In this sense, were evaluated the weighting methods—simplified AHP, Shannon Entropy, and CRITIC—combined with the VIKOR GIS-based model in a comparative study. Nine influence factors were used based on ease of application and calculation, relevance to the local level, the existence of available data; contribution to the achievement of the SDG goals; and contemporaneity of the data. The criteria were first spatialized, then subjectively and objectively weighted, and finally aggregated to vulnerability maps to consider their applicability to aid in water resources management and identify differences and similarities in the mapping results.

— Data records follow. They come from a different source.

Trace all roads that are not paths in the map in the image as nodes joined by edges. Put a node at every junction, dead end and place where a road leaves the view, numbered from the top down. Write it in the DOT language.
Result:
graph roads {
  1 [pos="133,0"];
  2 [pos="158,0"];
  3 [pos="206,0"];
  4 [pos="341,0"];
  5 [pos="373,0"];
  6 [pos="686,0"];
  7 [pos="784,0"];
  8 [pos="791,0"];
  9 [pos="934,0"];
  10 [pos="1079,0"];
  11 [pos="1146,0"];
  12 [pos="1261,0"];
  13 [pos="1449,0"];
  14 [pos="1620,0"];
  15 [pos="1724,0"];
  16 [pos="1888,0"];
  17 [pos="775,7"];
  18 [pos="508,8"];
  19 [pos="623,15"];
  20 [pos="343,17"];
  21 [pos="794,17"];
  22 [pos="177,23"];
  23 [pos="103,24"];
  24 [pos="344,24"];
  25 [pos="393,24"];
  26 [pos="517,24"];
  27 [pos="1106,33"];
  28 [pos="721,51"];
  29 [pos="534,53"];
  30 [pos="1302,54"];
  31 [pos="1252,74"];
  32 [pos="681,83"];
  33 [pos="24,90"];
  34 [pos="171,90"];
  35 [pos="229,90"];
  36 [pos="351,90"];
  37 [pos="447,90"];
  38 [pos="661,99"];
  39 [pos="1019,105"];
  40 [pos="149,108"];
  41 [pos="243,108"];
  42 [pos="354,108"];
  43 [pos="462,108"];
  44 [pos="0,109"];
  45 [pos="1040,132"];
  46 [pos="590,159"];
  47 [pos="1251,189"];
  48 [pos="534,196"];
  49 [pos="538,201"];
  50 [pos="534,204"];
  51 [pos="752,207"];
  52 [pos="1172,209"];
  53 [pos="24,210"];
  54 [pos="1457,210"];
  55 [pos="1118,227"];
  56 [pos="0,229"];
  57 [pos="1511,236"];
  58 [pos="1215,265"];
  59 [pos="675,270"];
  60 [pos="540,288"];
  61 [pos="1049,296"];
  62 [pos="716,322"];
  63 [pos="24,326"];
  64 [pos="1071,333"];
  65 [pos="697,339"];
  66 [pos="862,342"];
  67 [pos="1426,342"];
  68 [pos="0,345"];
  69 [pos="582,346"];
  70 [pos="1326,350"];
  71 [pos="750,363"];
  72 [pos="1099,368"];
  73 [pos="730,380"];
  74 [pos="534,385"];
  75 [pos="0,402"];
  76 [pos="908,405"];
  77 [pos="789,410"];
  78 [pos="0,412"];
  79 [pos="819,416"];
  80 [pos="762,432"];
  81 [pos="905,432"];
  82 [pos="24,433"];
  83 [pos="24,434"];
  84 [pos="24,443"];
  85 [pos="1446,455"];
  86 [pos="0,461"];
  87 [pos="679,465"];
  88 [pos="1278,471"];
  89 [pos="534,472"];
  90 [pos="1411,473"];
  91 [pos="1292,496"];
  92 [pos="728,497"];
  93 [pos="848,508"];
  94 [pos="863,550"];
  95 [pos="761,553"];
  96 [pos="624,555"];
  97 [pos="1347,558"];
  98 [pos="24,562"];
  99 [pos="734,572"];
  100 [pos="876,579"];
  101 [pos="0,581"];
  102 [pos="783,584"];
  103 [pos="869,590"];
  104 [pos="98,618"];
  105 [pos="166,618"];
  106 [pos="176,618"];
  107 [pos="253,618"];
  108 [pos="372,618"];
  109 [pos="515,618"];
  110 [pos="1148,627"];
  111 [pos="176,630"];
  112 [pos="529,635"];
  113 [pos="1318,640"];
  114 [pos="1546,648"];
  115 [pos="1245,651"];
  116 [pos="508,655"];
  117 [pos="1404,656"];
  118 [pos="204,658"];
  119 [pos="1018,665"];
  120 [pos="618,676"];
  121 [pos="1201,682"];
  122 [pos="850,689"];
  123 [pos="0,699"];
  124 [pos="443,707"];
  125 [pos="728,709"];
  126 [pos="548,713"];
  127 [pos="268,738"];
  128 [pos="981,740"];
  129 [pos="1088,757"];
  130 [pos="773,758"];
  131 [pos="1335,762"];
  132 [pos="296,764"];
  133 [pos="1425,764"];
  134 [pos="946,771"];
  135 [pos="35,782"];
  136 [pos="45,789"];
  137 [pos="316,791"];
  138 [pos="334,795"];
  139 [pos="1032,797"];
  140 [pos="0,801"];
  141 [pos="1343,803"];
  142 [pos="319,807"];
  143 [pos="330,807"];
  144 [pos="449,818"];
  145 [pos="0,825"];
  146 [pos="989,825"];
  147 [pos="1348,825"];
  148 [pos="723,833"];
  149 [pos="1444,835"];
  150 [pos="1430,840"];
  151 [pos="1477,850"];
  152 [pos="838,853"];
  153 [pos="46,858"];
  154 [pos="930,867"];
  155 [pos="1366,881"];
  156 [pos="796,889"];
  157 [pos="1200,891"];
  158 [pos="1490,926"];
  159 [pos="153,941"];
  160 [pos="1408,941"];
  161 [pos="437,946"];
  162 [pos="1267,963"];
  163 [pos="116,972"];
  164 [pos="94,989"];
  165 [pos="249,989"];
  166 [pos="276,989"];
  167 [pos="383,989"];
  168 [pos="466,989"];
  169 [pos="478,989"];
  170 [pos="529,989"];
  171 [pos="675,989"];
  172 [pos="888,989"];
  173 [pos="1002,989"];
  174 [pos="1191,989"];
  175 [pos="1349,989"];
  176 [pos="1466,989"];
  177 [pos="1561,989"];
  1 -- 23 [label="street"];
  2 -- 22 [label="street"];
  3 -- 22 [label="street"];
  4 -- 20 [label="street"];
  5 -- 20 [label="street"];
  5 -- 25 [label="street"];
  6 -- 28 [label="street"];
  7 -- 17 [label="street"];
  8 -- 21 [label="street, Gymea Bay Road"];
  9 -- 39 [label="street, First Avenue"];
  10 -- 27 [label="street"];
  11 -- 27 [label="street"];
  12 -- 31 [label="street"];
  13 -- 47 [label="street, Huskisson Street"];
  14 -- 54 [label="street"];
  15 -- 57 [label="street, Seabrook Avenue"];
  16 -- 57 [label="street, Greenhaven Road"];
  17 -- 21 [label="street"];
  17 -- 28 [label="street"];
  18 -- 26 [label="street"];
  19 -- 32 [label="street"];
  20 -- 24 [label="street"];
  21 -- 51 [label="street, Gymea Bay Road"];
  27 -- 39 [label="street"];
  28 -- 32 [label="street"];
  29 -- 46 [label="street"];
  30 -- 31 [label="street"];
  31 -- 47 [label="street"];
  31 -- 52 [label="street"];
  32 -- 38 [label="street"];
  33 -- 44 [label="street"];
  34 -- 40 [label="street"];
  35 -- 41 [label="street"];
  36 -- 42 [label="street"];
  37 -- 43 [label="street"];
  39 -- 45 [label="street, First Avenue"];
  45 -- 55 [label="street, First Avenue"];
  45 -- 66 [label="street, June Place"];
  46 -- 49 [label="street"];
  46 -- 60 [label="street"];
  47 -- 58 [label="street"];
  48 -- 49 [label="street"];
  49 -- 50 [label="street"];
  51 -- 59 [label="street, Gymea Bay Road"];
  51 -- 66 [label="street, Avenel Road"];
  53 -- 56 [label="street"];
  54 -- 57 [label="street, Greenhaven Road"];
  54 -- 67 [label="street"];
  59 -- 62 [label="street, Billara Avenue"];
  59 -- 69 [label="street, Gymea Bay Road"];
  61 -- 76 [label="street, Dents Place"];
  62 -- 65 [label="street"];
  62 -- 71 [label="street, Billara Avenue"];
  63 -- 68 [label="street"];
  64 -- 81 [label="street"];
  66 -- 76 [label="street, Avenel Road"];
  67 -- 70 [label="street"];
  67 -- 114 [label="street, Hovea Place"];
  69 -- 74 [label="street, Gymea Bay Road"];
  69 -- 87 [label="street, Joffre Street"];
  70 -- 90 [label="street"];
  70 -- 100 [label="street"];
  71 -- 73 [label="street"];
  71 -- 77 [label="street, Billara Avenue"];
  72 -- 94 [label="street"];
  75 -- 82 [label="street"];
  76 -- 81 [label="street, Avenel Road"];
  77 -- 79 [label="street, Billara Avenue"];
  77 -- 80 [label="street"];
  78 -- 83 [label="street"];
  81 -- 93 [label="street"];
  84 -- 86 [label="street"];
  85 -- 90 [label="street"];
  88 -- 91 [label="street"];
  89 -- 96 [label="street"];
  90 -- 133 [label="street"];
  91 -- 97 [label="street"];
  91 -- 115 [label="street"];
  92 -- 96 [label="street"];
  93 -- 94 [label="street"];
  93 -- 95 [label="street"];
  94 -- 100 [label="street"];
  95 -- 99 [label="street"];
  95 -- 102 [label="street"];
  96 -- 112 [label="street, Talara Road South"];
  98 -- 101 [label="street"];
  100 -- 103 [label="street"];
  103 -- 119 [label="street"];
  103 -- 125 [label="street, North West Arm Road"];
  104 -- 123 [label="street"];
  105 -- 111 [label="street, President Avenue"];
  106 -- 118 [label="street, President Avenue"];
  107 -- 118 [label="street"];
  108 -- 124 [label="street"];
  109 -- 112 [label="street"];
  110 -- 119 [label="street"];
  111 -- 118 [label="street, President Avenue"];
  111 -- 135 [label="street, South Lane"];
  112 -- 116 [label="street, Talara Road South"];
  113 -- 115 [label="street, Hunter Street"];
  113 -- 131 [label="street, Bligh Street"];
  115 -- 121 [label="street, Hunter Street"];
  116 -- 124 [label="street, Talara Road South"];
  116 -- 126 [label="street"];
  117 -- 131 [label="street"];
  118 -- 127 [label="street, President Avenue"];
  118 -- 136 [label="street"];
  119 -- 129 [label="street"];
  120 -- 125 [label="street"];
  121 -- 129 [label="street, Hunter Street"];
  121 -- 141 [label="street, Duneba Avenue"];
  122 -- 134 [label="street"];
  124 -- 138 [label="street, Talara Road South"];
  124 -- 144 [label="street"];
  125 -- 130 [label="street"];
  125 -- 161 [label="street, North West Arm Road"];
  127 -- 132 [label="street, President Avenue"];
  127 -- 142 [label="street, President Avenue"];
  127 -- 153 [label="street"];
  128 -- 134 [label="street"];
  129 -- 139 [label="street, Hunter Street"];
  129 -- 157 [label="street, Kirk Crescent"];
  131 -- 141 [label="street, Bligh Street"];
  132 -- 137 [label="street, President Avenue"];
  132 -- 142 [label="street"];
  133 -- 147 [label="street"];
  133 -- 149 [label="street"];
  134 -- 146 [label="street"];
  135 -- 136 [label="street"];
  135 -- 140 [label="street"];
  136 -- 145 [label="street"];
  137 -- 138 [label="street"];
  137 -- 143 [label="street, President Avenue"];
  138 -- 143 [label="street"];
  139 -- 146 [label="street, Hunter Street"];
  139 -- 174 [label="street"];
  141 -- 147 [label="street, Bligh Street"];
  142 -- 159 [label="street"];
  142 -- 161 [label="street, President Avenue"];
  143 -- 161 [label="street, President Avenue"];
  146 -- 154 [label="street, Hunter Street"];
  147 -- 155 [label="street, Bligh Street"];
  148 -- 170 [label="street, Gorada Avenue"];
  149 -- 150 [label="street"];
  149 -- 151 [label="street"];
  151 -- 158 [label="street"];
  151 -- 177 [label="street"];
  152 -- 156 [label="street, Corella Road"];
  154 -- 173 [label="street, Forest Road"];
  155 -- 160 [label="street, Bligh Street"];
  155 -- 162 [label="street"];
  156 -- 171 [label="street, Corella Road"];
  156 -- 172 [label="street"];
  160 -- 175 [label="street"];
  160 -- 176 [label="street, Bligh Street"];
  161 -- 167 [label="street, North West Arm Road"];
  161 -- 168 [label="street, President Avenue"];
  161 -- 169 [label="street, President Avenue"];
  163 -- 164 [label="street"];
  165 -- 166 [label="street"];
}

In the spatial multicriteria approach presented, it was possible to assay the current conditions of WSV in the studied regions. The mapping of risk conditions in the MSF region, as a case study of a transposition water donor region, compared to PRB, a transposition water recipient, allows us to verify that the conditions of municipalities in donor regions can be as critical as those of municipalities recipients. In this sense, we suggest that management actions in Brazil should not be exclusively focused on the construction of large and expensive water infrastructure works as an example of transposition, but that better management should be done through a plan to cope with drought for solutions rational, modern and sustainable.

The comparative analysis of weighting methods revealed a low correlation between the criteria weights, but their applications in the VIKOR model represented more significant agreement. When choosing the weighting method, we suggest that, whenever possible, more than one method is used, making the assessment more complete. Furthermore, preferably the implementation of the simplified AHP is carried out, as it is simpler and accesses experts' opinions with less risk of misinterpretation by the decision-maker.

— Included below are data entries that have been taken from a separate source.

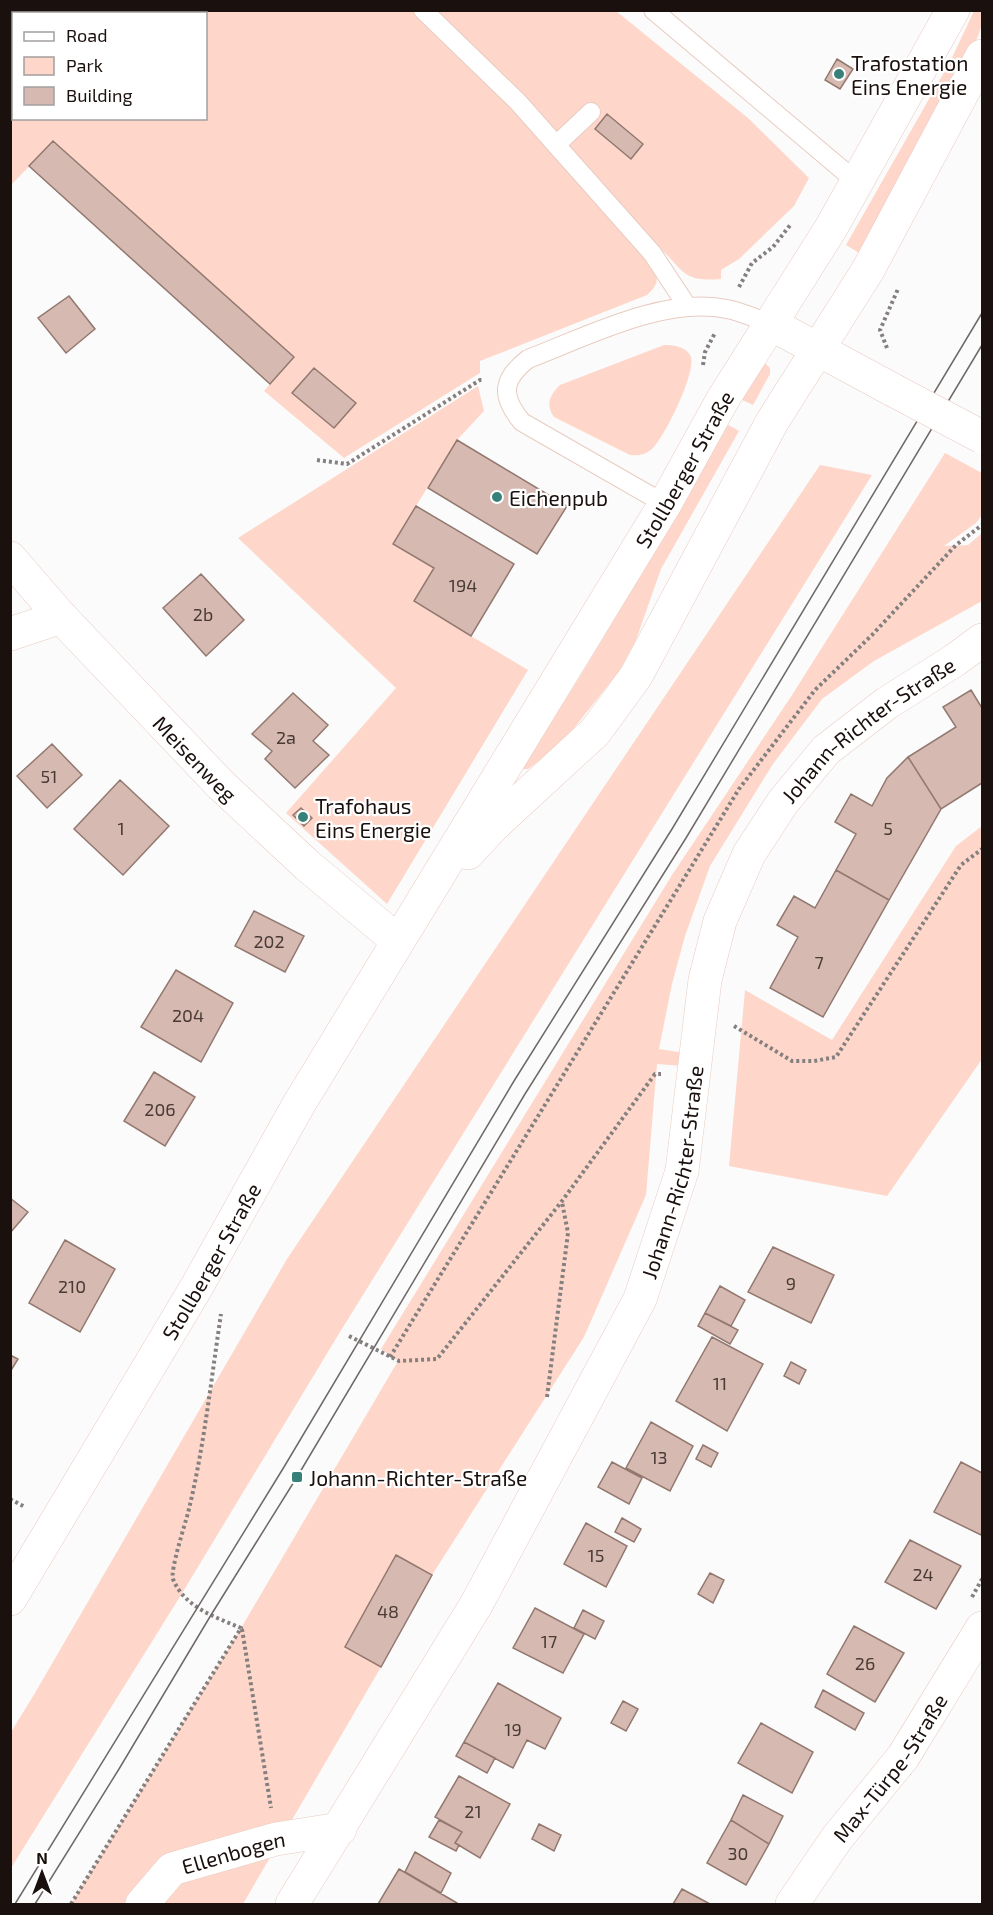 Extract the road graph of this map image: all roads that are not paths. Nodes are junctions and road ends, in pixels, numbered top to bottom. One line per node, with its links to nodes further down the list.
1 (423, 10): 6 (lane)
2 (653, 10): 7 (lane)
3 (953, 10): 7 (street, Stollberger Straße)
4 (982, 56): 10 (street, Stollberger Straße)
5 (591, 112): 6 (lane)
6 (556, 145): 8 (lane)
7 (858, 183): 9 (street, Stollberger Straße)
8 (687, 306): 9 (lane); 12 (lane)
9 (771, 324): 10 (street); 12 (street, Stollberger Straße)
10 (818, 347): 11 (street, bridge); 17 (street, Stollberger Straße)
11 (982, 437)
12 (665, 504): 17 (street, Stollberger Straße)
13 (10, 558): 14 (street, Meisenweg)
14 (61, 617): 15 (street); 17 (street, Meisenweg)
15 (10, 634)
16 (982, 640): 20 (street, Johann-Richter-Straße)
17 (403, 932): 18 (street, Stollberger Straße)
18 (10, 1599)
19 (982, 1628): 23 (street, Max-Türpe-Straße)
20 (340, 1829): 21 (street, Ellenbogen); 22 (street, Johann-Richter-Straße)
21 (142, 1905)
22 (292, 1905)
23 (792, 1905)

As a guideline for future research, the spatial multicriteria approach can be proposed as a framework plan (classification) of river basin districts and available in a web environment. In addition, future scenarios can be evaluated and made available to the general public based on projections of water demand growth and economic development. New studies can address water security by using modern, decentralized, and sustainable practices to supplement conventional water supply. In this way, rainwater harvesting, water reuse, and water-saving mechanisms can be evaluated as indicators (influence factors). For future research on the evaluation of weighting methods in spatial multicriteria approaches, the traditional AHP method proposed by Saaty (1982), based on the set of paired comparison matrices, could be compared to the simplified AHP and other objective weighting methods (standard deviation, mean weight, among others), as well the influence of the variation of the multicriteria model used (VIKOR) on the WSV maps.